» THE TASK
Every entry that follows needs to be repeated exactly.

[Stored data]
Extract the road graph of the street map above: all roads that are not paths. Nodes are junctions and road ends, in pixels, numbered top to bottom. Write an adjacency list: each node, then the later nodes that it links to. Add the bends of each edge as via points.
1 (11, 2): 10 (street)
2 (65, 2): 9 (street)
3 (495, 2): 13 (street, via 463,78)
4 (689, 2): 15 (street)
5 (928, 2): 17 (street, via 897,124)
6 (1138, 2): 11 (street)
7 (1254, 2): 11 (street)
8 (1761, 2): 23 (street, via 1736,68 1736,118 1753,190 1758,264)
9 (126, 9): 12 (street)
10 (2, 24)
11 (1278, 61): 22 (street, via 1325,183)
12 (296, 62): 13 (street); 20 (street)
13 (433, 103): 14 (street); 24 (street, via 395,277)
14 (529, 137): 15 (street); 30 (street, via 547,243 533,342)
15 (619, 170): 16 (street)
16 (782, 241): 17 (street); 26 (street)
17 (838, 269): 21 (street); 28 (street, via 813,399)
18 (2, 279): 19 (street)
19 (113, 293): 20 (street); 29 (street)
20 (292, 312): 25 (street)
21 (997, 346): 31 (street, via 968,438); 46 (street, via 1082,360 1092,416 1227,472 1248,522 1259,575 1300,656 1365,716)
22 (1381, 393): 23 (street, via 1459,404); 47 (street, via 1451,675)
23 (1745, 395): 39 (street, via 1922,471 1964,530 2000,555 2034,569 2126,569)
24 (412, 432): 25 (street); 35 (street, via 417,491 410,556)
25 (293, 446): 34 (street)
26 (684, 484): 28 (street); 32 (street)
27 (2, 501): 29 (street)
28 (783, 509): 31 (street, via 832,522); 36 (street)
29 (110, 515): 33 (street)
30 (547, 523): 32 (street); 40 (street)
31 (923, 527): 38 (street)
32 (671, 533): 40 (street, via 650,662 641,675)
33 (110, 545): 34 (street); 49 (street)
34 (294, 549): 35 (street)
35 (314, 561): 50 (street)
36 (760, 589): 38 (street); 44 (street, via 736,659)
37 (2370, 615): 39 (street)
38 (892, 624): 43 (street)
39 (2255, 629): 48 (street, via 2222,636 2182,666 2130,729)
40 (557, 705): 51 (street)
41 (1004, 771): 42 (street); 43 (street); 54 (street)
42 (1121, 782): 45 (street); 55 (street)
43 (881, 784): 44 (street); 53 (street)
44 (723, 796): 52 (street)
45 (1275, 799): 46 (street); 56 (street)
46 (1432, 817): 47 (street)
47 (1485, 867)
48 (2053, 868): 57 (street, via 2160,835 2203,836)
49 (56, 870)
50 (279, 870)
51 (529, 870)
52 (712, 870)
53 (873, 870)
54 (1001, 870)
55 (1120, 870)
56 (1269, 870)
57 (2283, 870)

» EXERCISE RESULT
Extract the road graph of the street map above: all roads that are not paths. Nodes are junctions and road ends, in pixels, numbered top to bottom. Write an adjacency list: each node, then the later nodes that it links to. Add the bends of each edge as via points.
1 (11, 2): 10 (street)
2 (65, 2): 9 (street)
3 (495, 2): 13 (street, via 463,78)
4 (689, 2): 15 (street)
5 (928, 2): 17 (street, via 897,124)
6 (1138, 2): 11 (street)
7 (1254, 2): 11 (street)
8 (1761, 2): 23 (street, via 1736,68 1736,118 1753,190 1758,264)
9 (126, 9): 12 (street)
10 (2, 24)
11 (1278, 61): 22 (street, via 1325,183)
12 (296, 62): 13 (street); 20 (street)
13 (433, 103): 14 (street); 24 (street, via 395,277)
14 (529, 137): 15 (street); 30 (street, via 547,243 533,342)
15 (619, 170): 16 (street)
16 (782, 241): 17 (street); 26 (street)
17 (838, 269): 21 (street); 28 (street, via 813,399)
18 (2, 279): 19 (street)
19 (113, 293): 20 (street); 29 (street)
20 (292, 312): 25 (street)
21 (997, 346): 31 (street, via 968,438); 46 (street, via 1082,360 1092,416 1227,472 1248,522 1259,575 1300,656 1365,716)
22 (1381, 393): 23 (street, via 1459,404); 47 (street, via 1451,675)
23 (1745, 395): 39 (street, via 1922,471 1964,530 2000,555 2034,569 2126,569)
24 (412, 432): 25 (street); 35 (street, via 417,491 410,556)
25 (293, 446): 34 (street)
26 (684, 484): 28 (street); 32 (street)
27 (2, 501): 29 (street)
28 (783, 509): 31 (street, via 832,522); 36 (street)
29 (110, 515): 33 (street)
30 (547, 523): 32 (street); 40 (street)
31 (923, 527): 38 (street)
32 (671, 533): 40 (street, via 650,662 641,675)
33 (110, 545): 34 (street); 49 (street)
34 (294, 549): 35 (street)
35 (314, 561): 50 (street)
36 (760, 589): 38 (street); 44 (street, via 736,659)
37 (2370, 615): 39 (street)
38 (892, 624): 43 (street)
39 (2255, 629): 48 (street, via 2222,636 2182,666 2130,729)
40 (557, 705): 51 (street)
41 (1004, 771): 42 (street); 43 (street); 54 (street)
42 (1121, 782): 45 (street); 55 (street)
43 (881, 784): 44 (street); 53 (street)
44 (723, 796): 52 (street)
45 (1275, 799): 46 (street); 56 (street)
46 (1432, 817): 47 (street)
47 (1485, 867)
48 (2053, 868): 57 (street, via 2160,835 2203,836)
49 (56, 870)
50 (279, 870)
51 (529, 870)
52 (712, 870)
53 (873, 870)
54 (1001, 870)
55 (1120, 870)
56 (1269, 870)
57 (2283, 870)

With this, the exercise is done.